6章-3 モチベーションゼロの仕事術
地はバンドの練習にいそしんでいた。当初は、練習場を先輩たちのいない26時くらいからしか使えなかった。ただ、先輩たちとの雑談のとき、大阪インディーズに異常に詳しいことが先輩たちの目にとまり、じきに22時くらいから利用できるようになった。大衆文化から離れ、マニアックな世界に没入していき、すでにこのころビの片鱗をみせていた。
地はヒマがあればamazonで星一つのレビューをあげた。また地は、女性との会話のなかでミュージシャンについてふれられると「あれって○○のパクリだよね」「時代の文脈的に古いよね」と熱く語った。地が大学4年間でつくった彼女は、なぜかおなじく地方出身の女性たちだった。都会育ちのお嬢様が通うフェリス女学院の正門に汚いかっこうで近づくと射殺されると信じていた地も、なぜか地方出身の女性たちには偉そうに声をかけることができたのだ。そんな彼女たちも地のもとを去っていった。たわいもない会話のなかで自己の主張を繰り返すのは、この種の地の特徴だった。なんの実績もないのに、地は評論だけが達者で、将来だけを夢見ていた。
このころ、地のヒーローは、ギョーカイに少しでも属しているひとたちだった。あるとき、地がサークルの部屋にいるときに、先輩のひとりが「音入れしてきたよ」といった。「音入れ」とは、プロのミュージシャンがスタジオで楽曲を演奏することで、地には雲の上の存在にみえた。その音入れとは、大手音楽事務所の、下請けの、さらに下請けの、大スポンサーCM音楽ではなく、地方テレビの深夜枠の、さらにデモ録りの、ギャラ1000円の仕事だったけれど、知らない地にとっては興奮し、「先輩、ついにメジャーに魂を売ったんですね」と笑ってほめたたえた。
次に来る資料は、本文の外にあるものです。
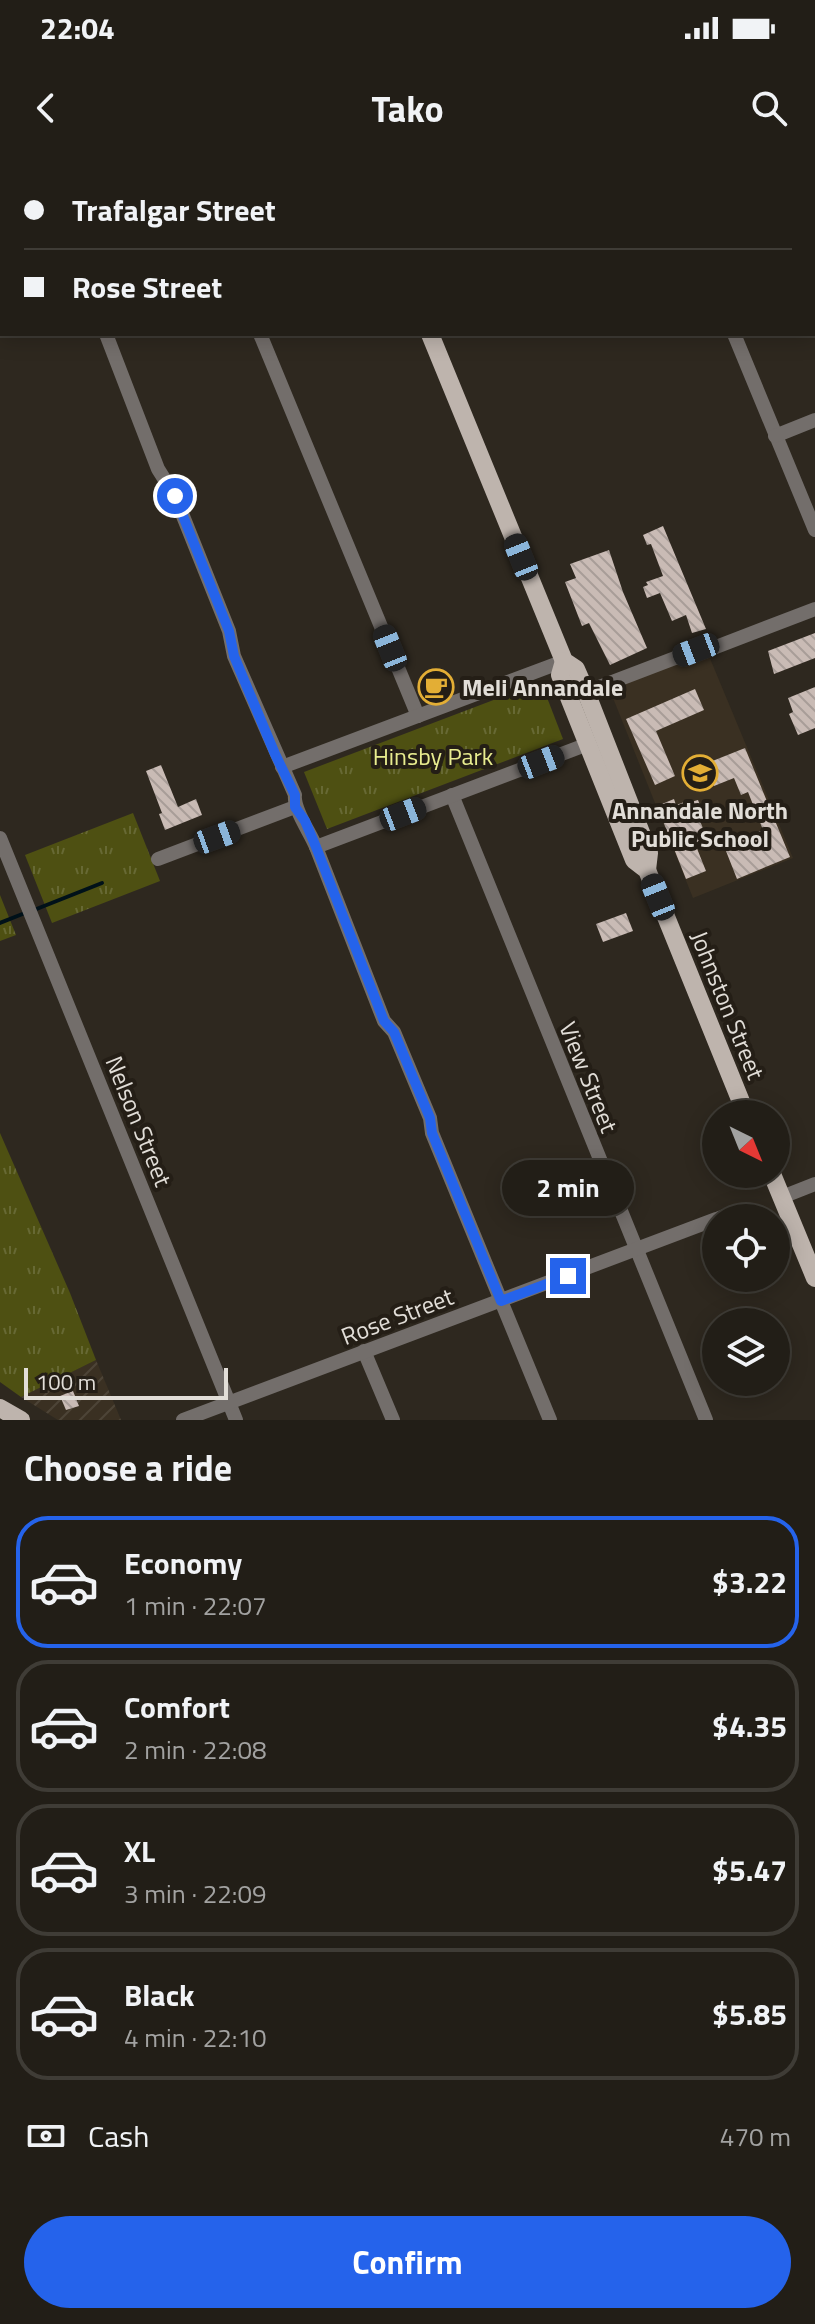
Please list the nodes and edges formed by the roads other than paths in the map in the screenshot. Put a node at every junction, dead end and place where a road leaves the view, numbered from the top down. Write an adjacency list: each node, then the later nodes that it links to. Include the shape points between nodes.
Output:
1 (107, 336): 13 (street)
2 (261, 336): 11 (street)
3 (431, 336): 9 (main road, Johnston Street)
4 (735, 336): 6 (street)
5 (815, 420): 6 (street)
6 (775, 436): 7 (street)
7 (815, 530)
8 (815, 609): 10 (street)
9 (564, 661): 10 (main road, Johnston Street, via 576,669); 11 (street); 12 (main road, Johnston Street, via 560,675)
10 (586, 692): 19 (main road, Johnston Street, via 649,853)
11 (418, 716): 13 (street)
12 (588, 744): 14 (street); 19 (main road, Johnston Street, via 634,860)
13 (282, 767): 15 (street)
14 (452, 795): 17 (street); 25 (street, View Street)
15 (295, 807): 17 (street); 18 (street)
16 (0, 838): 29 (street, Nelson Street)
17 (316, 847): 27 (street)
18 (158, 859)
19 (647, 870): 20 (main road, Johnston Street)
20 (740, 1100)
21 (815, 1184): 23 (street)
22 (778, 1188): 23 (main road)
23 (782, 1197): 26 (main road)
24 (702, 1225): 25 (street, Rose Street)
25 (636, 1250): 27 (street, Rose Street); 36 (street, View Street)
26 (815, 1278)
27 (501, 1301): 28 (street, Rose Street); 35 (street)
28 (364, 1351): 29 (street, Rose Street); 34 (street)
29 (230, 1403): 32 (street, Rose Street); 33 (street, Nelson Street)
30 (0, 1408): 31 (main road)
31 (19, 1419)
32 (183, 1420)
33 (236, 1420)
34 (393, 1420)
35 (550, 1420)
36 (706, 1420)

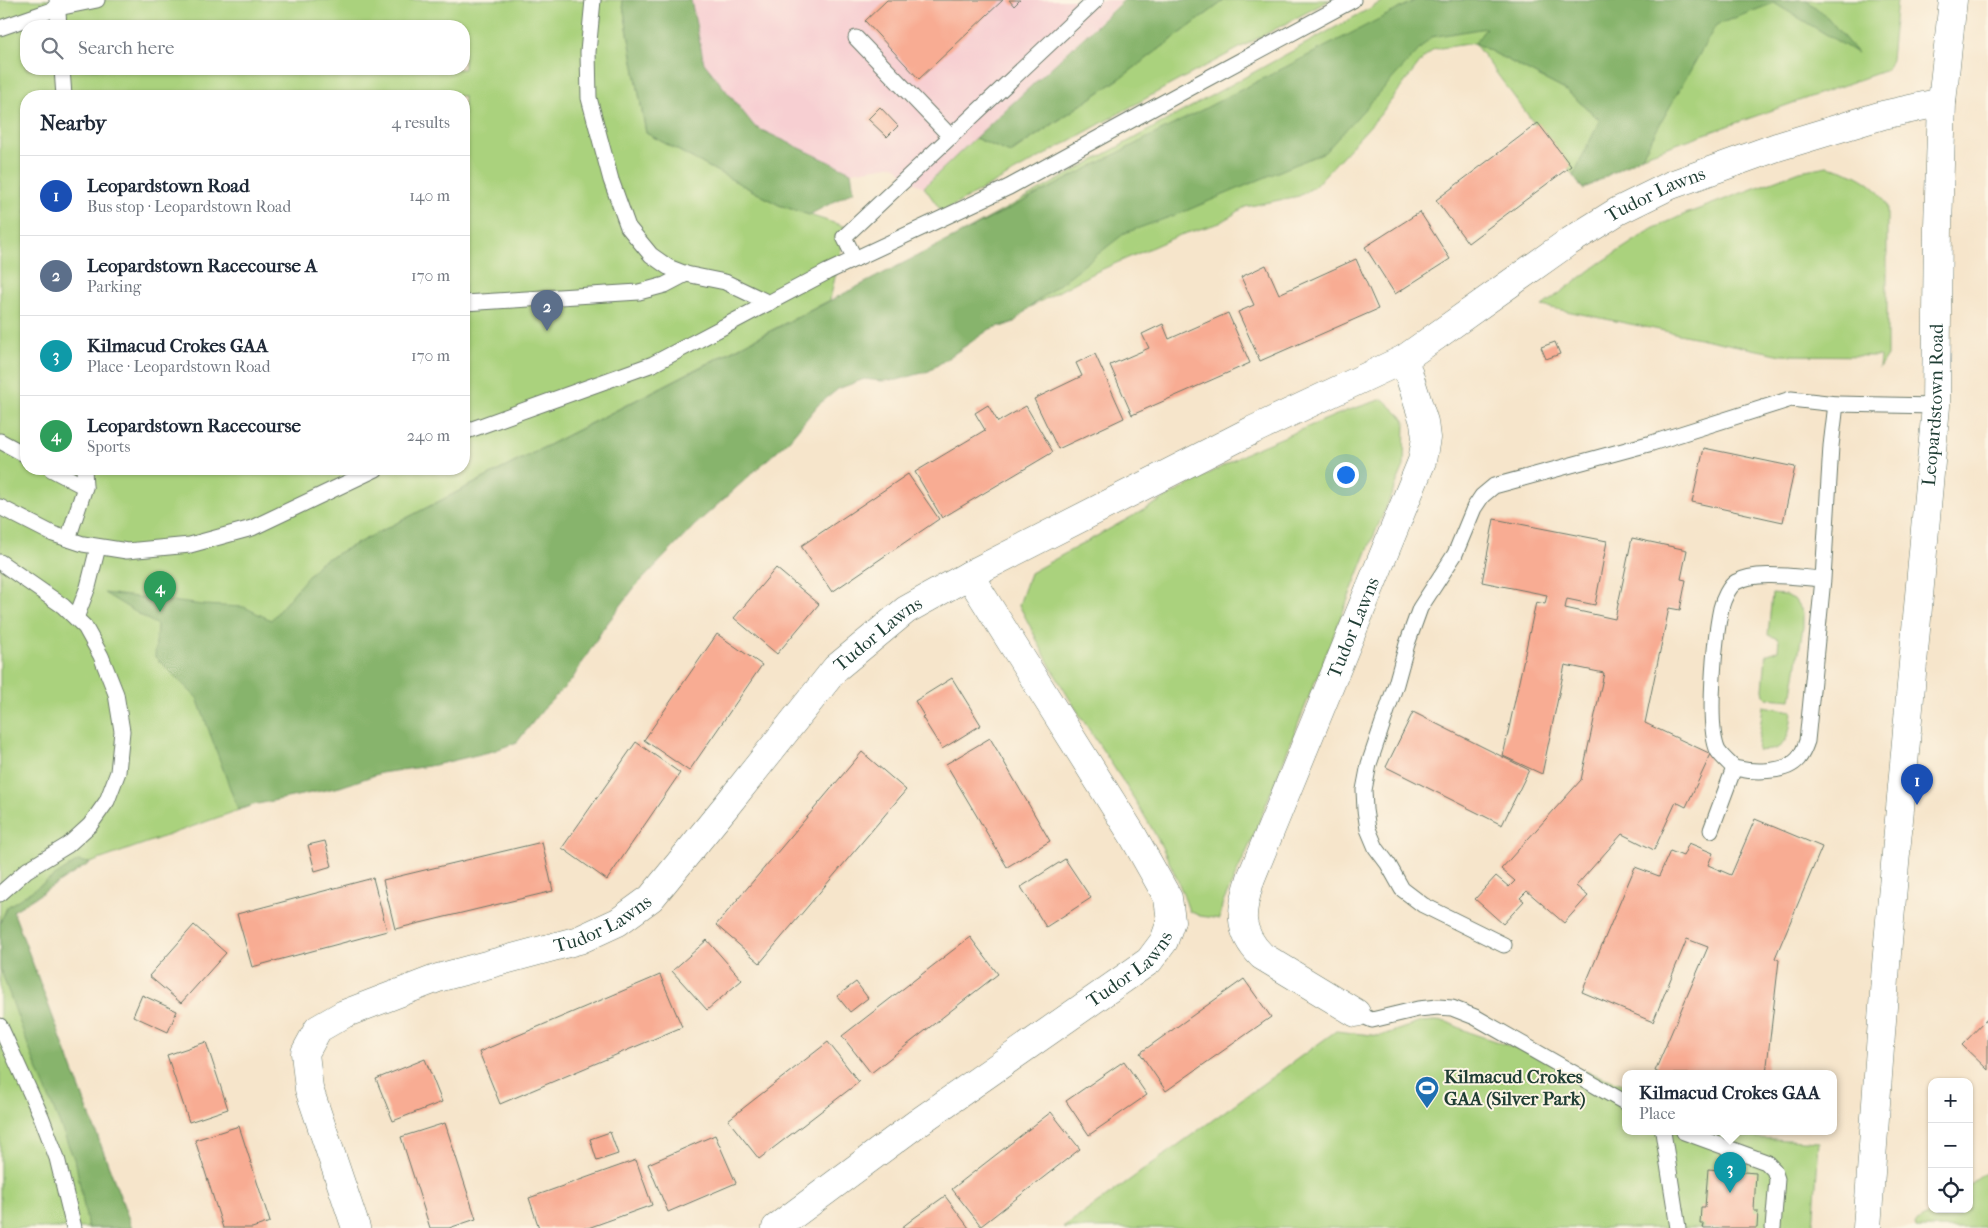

地たちは日ごろから「メジャーになったら、自由な表現ができない」といっていたにもかかわらず、やっぱりメジャーに憧れていたのだ。メジャーを忌避しながら、メジャーにあこがれるねじれた精神構造も彼ら地を特徴づけるものだった。地は、その日も、居酒屋のバイトに出かけ、ビールジョッキをサーバーから注いでいるときに「クソっ! 俺も、すぐに人生を逆転してやる」とつぶやいた。
地は、「バイト、バンド、無益な議論」にあけくれ、スカイメイトで地元に帰ると、地元のともだちに自慢気に「東京は愉しいぞ」と繰り返した。数年のうちに、誰も相手にしなくなった。地のともだちからすれば、地は都会に感化された単にイタい奴にしか見えなかったのだ。